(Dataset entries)
Start of Block

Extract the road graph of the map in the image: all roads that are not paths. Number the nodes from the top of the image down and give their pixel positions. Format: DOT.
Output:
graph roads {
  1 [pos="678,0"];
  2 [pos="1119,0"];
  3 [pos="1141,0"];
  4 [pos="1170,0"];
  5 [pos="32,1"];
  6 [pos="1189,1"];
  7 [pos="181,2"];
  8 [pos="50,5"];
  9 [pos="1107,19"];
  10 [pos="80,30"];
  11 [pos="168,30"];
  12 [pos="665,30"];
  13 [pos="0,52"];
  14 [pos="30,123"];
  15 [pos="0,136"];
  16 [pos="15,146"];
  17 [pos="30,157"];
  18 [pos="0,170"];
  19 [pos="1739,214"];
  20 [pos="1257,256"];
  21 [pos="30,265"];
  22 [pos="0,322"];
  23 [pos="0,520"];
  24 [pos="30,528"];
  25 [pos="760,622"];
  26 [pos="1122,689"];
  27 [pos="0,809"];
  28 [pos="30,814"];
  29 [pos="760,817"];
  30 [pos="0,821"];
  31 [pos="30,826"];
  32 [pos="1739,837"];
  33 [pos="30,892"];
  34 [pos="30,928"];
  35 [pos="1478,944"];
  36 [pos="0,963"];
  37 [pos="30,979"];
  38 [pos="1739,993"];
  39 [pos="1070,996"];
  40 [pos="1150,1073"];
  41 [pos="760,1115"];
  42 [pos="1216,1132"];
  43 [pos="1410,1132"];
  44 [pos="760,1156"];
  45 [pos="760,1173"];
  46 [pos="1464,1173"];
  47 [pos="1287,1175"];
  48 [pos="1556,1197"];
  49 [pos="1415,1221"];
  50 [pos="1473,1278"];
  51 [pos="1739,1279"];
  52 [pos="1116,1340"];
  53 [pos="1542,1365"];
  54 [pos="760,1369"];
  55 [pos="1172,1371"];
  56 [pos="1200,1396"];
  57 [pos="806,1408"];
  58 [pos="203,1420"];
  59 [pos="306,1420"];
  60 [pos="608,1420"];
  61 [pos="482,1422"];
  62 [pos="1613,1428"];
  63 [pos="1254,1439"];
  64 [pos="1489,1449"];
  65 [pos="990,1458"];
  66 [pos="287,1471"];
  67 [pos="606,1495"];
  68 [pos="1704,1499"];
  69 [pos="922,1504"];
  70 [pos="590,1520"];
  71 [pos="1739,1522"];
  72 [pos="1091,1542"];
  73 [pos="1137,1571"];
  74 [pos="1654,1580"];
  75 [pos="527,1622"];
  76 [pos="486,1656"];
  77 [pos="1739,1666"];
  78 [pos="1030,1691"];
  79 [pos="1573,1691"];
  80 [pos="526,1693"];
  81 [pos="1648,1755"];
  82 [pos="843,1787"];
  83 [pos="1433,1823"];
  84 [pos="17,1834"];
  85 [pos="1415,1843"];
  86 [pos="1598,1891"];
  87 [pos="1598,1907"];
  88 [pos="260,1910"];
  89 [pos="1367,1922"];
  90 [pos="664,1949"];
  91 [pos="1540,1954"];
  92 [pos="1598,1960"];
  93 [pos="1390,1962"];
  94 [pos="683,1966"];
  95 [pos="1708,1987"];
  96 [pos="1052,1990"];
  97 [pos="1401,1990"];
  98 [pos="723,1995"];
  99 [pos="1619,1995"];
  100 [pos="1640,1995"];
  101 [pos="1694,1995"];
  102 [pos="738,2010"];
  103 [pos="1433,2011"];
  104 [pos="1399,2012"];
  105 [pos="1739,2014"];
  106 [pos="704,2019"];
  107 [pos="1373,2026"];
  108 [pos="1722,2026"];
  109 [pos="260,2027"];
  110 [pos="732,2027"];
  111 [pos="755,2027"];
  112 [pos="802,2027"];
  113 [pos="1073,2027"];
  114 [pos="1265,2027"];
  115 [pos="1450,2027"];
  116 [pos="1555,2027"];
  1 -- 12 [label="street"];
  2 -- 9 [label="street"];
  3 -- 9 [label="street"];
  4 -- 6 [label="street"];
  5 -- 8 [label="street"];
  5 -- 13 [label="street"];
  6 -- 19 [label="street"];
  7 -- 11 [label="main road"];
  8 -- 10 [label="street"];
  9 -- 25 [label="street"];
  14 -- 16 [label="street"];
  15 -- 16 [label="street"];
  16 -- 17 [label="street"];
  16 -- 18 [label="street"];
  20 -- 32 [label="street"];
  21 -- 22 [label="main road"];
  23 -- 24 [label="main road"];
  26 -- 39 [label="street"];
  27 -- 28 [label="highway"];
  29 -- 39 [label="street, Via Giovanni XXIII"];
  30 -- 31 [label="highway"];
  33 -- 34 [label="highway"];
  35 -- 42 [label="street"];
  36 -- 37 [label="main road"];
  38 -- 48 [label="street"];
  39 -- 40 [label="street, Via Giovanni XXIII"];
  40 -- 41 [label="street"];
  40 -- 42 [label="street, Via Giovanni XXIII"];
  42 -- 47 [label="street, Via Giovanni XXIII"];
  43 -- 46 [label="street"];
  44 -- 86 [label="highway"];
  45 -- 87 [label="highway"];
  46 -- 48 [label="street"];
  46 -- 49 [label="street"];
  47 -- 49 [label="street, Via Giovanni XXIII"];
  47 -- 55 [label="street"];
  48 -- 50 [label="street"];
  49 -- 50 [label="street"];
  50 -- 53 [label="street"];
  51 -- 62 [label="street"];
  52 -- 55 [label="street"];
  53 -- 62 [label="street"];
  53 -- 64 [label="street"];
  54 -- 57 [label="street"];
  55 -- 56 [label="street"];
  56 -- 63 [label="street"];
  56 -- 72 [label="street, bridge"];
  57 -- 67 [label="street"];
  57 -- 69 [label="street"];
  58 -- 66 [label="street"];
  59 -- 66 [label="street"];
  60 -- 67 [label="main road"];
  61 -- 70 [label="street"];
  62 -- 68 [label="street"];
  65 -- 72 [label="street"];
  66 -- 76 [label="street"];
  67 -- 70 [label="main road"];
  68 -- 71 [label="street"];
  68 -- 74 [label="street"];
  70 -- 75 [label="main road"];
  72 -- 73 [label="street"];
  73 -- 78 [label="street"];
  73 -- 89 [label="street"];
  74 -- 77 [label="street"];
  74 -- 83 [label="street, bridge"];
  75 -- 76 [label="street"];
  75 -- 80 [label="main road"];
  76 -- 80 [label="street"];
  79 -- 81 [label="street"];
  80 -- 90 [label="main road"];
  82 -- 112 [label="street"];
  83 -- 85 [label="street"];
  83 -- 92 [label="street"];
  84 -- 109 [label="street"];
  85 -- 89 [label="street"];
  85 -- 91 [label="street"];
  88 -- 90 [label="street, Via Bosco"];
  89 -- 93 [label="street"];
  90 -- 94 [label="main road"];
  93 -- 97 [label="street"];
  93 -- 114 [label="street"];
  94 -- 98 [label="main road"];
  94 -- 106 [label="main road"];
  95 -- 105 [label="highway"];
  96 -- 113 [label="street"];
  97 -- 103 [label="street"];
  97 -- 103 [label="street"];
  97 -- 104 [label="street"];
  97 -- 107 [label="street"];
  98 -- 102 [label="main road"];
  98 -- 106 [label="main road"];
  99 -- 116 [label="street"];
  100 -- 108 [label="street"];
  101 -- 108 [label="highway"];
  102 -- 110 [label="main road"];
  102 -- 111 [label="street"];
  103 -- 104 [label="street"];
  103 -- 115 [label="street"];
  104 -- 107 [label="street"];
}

End of Block

> _Task prompt_
Restate every record word for word.

> _Response area_
Extract the road graph of the map in the image: all roads that are not paths. Number the nodes from the top of the image down and give their pixel positions. Format: DOT.
Output:
graph roads {
  1 [pos="678,0"];
  2 [pos="1119,0"];
  3 [pos="1141,0"];
  4 [pos="1170,0"];
  5 [pos="32,1"];
  6 [pos="1189,1"];
  7 [pos="181,2"];
  8 [pos="50,5"];
  9 [pos="1107,19"];
  10 [pos="80,30"];
  11 [pos="168,30"];
  12 [pos="665,30"];
  13 [pos="0,52"];
  14 [pos="30,123"];
  15 [pos="0,136"];
  16 [pos="15,146"];
  17 [pos="30,157"];
  18 [pos="0,170"];
  19 [pos="1739,214"];
  20 [pos="1257,256"];
  21 [pos="30,265"];
  22 [pos="0,322"];
  23 [pos="0,520"];
  24 [pos="30,528"];
  25 [pos="760,622"];
  26 [pos="1122,689"];
  27 [pos="0,809"];
  28 [pos="30,814"];
  29 [pos="760,817"];
  30 [pos="0,821"];
  31 [pos="30,826"];
  32 [pos="1739,837"];
  33 [pos="30,892"];
  34 [pos="30,928"];
  35 [pos="1478,944"];
  36 [pos="0,963"];
  37 [pos="30,979"];
  38 [pos="1739,993"];
  39 [pos="1070,996"];
  40 [pos="1150,1073"];
  41 [pos="760,1115"];
  42 [pos="1216,1132"];
  43 [pos="1410,1132"];
  44 [pos="760,1156"];
  45 [pos="760,1173"];
  46 [pos="1464,1173"];
  47 [pos="1287,1175"];
  48 [pos="1556,1197"];
  49 [pos="1415,1221"];
  50 [pos="1473,1278"];
  51 [pos="1739,1279"];
  52 [pos="1116,1340"];
  53 [pos="1542,1365"];
  54 [pos="760,1369"];
  55 [pos="1172,1371"];
  56 [pos="1200,1396"];
  57 [pos="806,1408"];
  58 [pos="203,1420"];
  59 [pos="306,1420"];
  60 [pos="608,1420"];
  61 [pos="482,1422"];
  62 [pos="1613,1428"];
  63 [pos="1254,1439"];
  64 [pos="1489,1449"];
  65 [pos="990,1458"];
  66 [pos="287,1471"];
  67 [pos="606,1495"];
  68 [pos="1704,1499"];
  69 [pos="922,1504"];
  70 [pos="590,1520"];
  71 [pos="1739,1522"];
  72 [pos="1091,1542"];
  73 [pos="1137,1571"];
  74 [pos="1654,1580"];
  75 [pos="527,1622"];
  76 [pos="486,1656"];
  77 [pos="1739,1666"];
  78 [pos="1030,1691"];
  79 [pos="1573,1691"];
  80 [pos="526,1693"];
  81 [pos="1648,1755"];
  82 [pos="843,1787"];
  83 [pos="1433,1823"];
  84 [pos="17,1834"];
  85 [pos="1415,1843"];
  86 [pos="1598,1891"];
  87 [pos="1598,1907"];
  88 [pos="260,1910"];
  89 [pos="1367,1922"];
  90 [pos="664,1949"];
  91 [pos="1540,1954"];
  92 [pos="1598,1960"];
  93 [pos="1390,1962"];
  94 [pos="683,1966"];
  95 [pos="1708,1987"];
  96 [pos="1052,1990"];
  97 [pos="1401,1990"];
  98 [pos="723,1995"];
  99 [pos="1619,1995"];
  100 [pos="1640,1995"];
  101 [pos="1694,1995"];
  102 [pos="738,2010"];
  103 [pos="1433,2011"];
  104 [pos="1399,2012"];
  105 [pos="1739,2014"];
  106 [pos="704,2019"];
  107 [pos="1373,2026"];
  108 [pos="1722,2026"];
  109 [pos="260,2027"];
  110 [pos="732,2027"];
  111 [pos="755,2027"];
  112 [pos="802,2027"];
  113 [pos="1073,2027"];
  114 [pos="1265,2027"];
  115 [pos="1450,2027"];
  116 [pos="1555,2027"];
  1 -- 12 [label="street"];
  2 -- 9 [label="street"];
  3 -- 9 [label="street"];
  4 -- 6 [label="street"];
  5 -- 8 [label="street"];
  5 -- 13 [label="street"];
  6 -- 19 [label="street"];
  7 -- 11 [label="main road"];
  8 -- 10 [label="street"];
  9 -- 25 [label="street"];
  14 -- 16 [label="street"];
  15 -- 16 [label="street"];
  16 -- 17 [label="street"];
  16 -- 18 [label="street"];
  20 -- 32 [label="street"];
  21 -- 22 [label="main road"];
  23 -- 24 [label="main road"];
  26 -- 39 [label="street"];
  27 -- 28 [label="highway"];
  29 -- 39 [label="street, Via Giovanni XXIII"];
  30 -- 31 [label="highway"];
  33 -- 34 [label="highway"];
  35 -- 42 [label="street"];
  36 -- 37 [label="main road"];
  38 -- 48 [label="street"];
  39 -- 40 [label="street, Via Giovanni XXIII"];
  40 -- 41 [label="street"];
  40 -- 42 [label="street, Via Giovanni XXIII"];
  42 -- 47 [label="street, Via Giovanni XXIII"];
  43 -- 46 [label="street"];
  44 -- 86 [label="highway"];
  45 -- 87 [label="highway"];
  46 -- 48 [label="street"];
  46 -- 49 [label="street"];
  47 -- 49 [label="street, Via Giovanni XXIII"];
  47 -- 55 [label="street"];
  48 -- 50 [label="street"];
  49 -- 50 [label="street"];
  50 -- 53 [label="street"];
  51 -- 62 [label="street"];
  52 -- 55 [label="street"];
  53 -- 62 [label="street"];
  53 -- 64 [label="street"];
  54 -- 57 [label="street"];
  55 -- 56 [label="street"];
  56 -- 63 [label="street"];
  56 -- 72 [label="street, bridge"];
  57 -- 67 [label="street"];
  57 -- 69 [label="street"];
  58 -- 66 [label="street"];
  59 -- 66 [label="street"];
  60 -- 67 [label="main road"];
  61 -- 70 [label="street"];
  62 -- 68 [label="street"];
  65 -- 72 [label="street"];
  66 -- 76 [label="street"];
  67 -- 70 [label="main road"];
  68 -- 71 [label="street"];
  68 -- 74 [label="street"];
  70 -- 75 [label="main road"];
  72 -- 73 [label="street"];
  73 -- 78 [label="street"];
  73 -- 89 [label="street"];
  74 -- 77 [label="street"];
  74 -- 83 [label="street, bridge"];
  75 -- 76 [label="street"];
  75 -- 80 [label="main road"];
  76 -- 80 [label="street"];
  79 -- 81 [label="street"];
  80 -- 90 [label="main road"];
  82 -- 112 [label="street"];
  83 -- 85 [label="street"];
  83 -- 92 [label="street"];
  84 -- 109 [label="street"];
  85 -- 89 [label="street"];
  85 -- 91 [label="street"];
  88 -- 90 [label="street, Via Bosco"];
  89 -- 93 [label="street"];
  90 -- 94 [label="main road"];
  93 -- 97 [label="street"];
  93 -- 114 [label="street"];
  94 -- 98 [label="main road"];
  94 -- 106 [label="main road"];
  95 -- 105 [label="highway"];
  96 -- 113 [label="street"];
  97 -- 103 [label="street"];
  97 -- 103 [label="street"];
  97 -- 104 [label="street"];
  97 -- 107 [label="street"];
  98 -- 102 [label="main road"];
  98 -- 106 [label="main road"];
  99 -- 116 [label="street"];
  100 -- 108 [label="street"];
  101 -- 108 [label="highway"];
  102 -- 110 [label="main road"];
  102 -- 111 [label="street"];
  103 -- 104 [label="street"];
  103 -- 115 [label="street"];
  104 -- 107 [label="street"];
}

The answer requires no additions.